Deshalb spreche unter Berücksichtigung der weiteren
Umstände "Vieles" für die Richtigkeit der
Blutalkoholkonzentrationsberechnung auf der Basis der
Trinkmengenangaben des Angeklagten. Wenn man die nach „zum
Teil wechselhaften Angaben“ des Angeklagten auf Nachfragen
des Gerichts und des rechtsmedizinischen Sachverständigen
„zuletzt als Maximalwert angegebenen 8 Flaschen Bier a 0,5
Liter“ zugrunde lege, ergebe sich eine maximale
Blutalkoholkonzentration von 2,04 Promille zur Tatzeit. Beziehe man
ergänzend die Begleitumstände der Tat, insbesondere
das Verhalten des Angeklagten in die Betrachtung ein, habe zur Tatzeit
eine erhebliche Einschränkung der Steuerungsfähigkeit
wegen des Alkoholkonsums nicht vorgelegen.

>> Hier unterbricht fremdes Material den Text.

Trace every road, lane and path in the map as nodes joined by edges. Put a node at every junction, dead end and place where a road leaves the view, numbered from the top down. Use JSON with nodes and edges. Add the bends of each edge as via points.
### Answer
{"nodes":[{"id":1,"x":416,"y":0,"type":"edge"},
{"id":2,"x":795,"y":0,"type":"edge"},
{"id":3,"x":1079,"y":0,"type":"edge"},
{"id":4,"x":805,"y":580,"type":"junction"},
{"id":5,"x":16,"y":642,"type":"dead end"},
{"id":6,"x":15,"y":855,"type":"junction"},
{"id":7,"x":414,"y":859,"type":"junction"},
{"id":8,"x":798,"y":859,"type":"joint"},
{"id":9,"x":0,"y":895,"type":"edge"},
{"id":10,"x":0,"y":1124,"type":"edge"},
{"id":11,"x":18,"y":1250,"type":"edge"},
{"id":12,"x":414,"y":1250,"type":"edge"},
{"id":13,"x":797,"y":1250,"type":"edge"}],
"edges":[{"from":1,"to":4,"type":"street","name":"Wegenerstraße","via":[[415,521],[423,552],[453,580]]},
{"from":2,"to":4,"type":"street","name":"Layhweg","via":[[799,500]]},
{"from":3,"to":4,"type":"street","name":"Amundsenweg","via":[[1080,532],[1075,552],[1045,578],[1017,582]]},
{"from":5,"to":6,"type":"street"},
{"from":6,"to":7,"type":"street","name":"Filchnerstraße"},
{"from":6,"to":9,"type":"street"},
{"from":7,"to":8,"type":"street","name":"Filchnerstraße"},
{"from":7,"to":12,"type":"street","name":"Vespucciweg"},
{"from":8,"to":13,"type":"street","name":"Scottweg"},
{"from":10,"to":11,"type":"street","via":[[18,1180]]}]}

2. Mit diesen Ausführungen verkennt das Landgericht die an
seine Überzeugungsbildung zu stellenden Anforderungen. Zwar
ist im Ausgangspunkt die Annahme des Landgerichts zutreffend, dass
einem aus einer Blutprobe errechneten Wert, der unter
Berücksichtigung der dem Angeklagten günstigsten
Abbauwerte zustande gekommen ist, lediglich eine beschränkte
Aussagekraft zukommt (vgl. BGHSt 35, 308, 313 f.). Dies gilt
insbesondere bei einem wie hier über viele Stunden
zurückgerechneten Maximalwert (BGHSt 36, 286, 289). Mit
fortschreitender Rückrechnungszeit gewinnen die sonstigen
objektiven und subjektiven Umstände, die sich auf das
Erscheinungsbild und das Verhalten des Täters vor,
während und nach der Tat beziehen, an indizieller Bedeutung.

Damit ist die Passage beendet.